Current projects


Since January 2025 I have served as Editorial Convenor of Decoloyarns, a website dedicated to publishing short, Indigenous-mentored pieces of writing that concerning decolonising environmental sciences, and broader writing and research practices in the academy. Decoloyarns is part of the Fenner Decolonising Research and Teaching Circle at the Australian National University Fenner School of Environment and Society.

Decoloyarns is cared for through a circle-based model of governance and decision-making that is Indigenous-led, meaning First Peoples lead the editorial practices, decision making, and ultimately discern what will be published on the site in terms of how it realises decolonising practices in research. Settlers bring skills, problem-solving, and hands-on support to realising the direction we are offered. As Editorial Convenor, my role is to keep Decoloyarns well: ensure completions are buoyed, walk with authors and mentors through development of pieces to ensure everyone is resourced, maintain the website, support circulation and calls for work, source and suggest images that are decided on by authors and First Nations writing mentors, and upload pieces.

What words do writings on AI use, when talking about AI writing, and aiding writing? What is it that AI actually does? And what support to scholars actually need to write?

Working with colleagues at Monash University Faculty of Education, we are analysing literatures from higher education writing practice and computer science respectively, as data sets to understand how different disciplines understand what writing is in a world where AI, we are told and tell each other, can help us do it.

In an Australian context, while innovative and exemplar research is especially praised and prized, how do universities go about practically supporting PhD students who take up unusual, non-traditional and extraordinary projects?

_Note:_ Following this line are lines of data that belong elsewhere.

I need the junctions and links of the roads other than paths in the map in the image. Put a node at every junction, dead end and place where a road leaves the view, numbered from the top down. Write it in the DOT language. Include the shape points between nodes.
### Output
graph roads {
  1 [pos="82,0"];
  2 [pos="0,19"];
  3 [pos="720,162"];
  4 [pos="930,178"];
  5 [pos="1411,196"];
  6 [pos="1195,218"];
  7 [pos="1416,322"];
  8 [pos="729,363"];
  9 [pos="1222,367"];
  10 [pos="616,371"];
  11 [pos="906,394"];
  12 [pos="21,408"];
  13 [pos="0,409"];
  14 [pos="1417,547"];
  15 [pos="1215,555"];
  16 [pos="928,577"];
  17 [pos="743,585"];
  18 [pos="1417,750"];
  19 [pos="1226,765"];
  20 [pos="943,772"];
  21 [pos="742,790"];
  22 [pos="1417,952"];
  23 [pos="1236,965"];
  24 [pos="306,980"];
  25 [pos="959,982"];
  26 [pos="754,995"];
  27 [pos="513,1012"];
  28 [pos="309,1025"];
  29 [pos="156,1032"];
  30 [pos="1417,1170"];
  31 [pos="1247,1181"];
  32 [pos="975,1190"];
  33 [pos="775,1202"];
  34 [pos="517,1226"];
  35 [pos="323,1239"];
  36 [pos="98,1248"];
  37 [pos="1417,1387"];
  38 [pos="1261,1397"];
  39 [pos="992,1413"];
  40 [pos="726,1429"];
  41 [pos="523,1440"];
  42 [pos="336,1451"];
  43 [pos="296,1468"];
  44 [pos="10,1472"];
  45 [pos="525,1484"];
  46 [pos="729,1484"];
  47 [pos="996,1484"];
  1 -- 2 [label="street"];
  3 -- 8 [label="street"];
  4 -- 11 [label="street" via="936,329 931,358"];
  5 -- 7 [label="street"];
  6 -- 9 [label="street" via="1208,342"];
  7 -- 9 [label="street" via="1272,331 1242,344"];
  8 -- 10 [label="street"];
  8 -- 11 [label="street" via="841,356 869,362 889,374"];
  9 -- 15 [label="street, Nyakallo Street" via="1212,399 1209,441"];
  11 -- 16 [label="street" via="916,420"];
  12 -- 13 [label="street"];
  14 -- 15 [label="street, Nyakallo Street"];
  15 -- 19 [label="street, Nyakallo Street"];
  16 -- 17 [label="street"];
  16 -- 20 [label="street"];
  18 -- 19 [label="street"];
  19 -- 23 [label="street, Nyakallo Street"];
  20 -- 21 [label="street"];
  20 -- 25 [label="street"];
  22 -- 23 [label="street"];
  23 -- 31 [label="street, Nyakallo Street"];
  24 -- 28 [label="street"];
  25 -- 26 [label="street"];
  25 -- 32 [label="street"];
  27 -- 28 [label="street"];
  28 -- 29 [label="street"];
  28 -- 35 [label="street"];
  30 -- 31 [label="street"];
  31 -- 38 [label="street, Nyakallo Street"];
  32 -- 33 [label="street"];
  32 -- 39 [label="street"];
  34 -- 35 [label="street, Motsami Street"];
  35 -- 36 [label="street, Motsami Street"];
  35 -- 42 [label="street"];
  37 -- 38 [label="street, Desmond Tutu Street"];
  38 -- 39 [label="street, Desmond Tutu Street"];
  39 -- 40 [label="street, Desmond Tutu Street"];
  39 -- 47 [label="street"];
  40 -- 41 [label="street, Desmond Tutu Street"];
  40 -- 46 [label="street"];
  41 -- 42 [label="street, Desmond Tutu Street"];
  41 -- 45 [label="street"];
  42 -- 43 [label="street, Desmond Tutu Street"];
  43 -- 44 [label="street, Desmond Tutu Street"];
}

With a three year deadline, what kinds of supports have worked to ensure that scholars are able to develop and forge their fields in exceptional circumstances?

Alongside colleagues at the Australian National University College of Asia and the Pacific, using an analytical framework that braids lived experiences of PhD completion, we are proposing and describing a flexible, proven, and consistent pedagogy of support and community for PhD students who take more than five years to complete unpredictable projects, with extremely worthy ends.

This project compares two collections of data from 2018 and 2025 respectively, and a themes and keywords-based semantic analysis of stock images, to consider how visual representations of menstruants are used in relation to mainstream news coverage of movements for menstrual leave. What might these representations say about how news coverage expects audiences to respond to idea of what being worthy for rest looks like for menstruants?

Findings were presented at the Nordic Network for Gender, Body, Health conference at Stockholm University: Curating Health: Graphic Medicine and Visual Representations of Illness.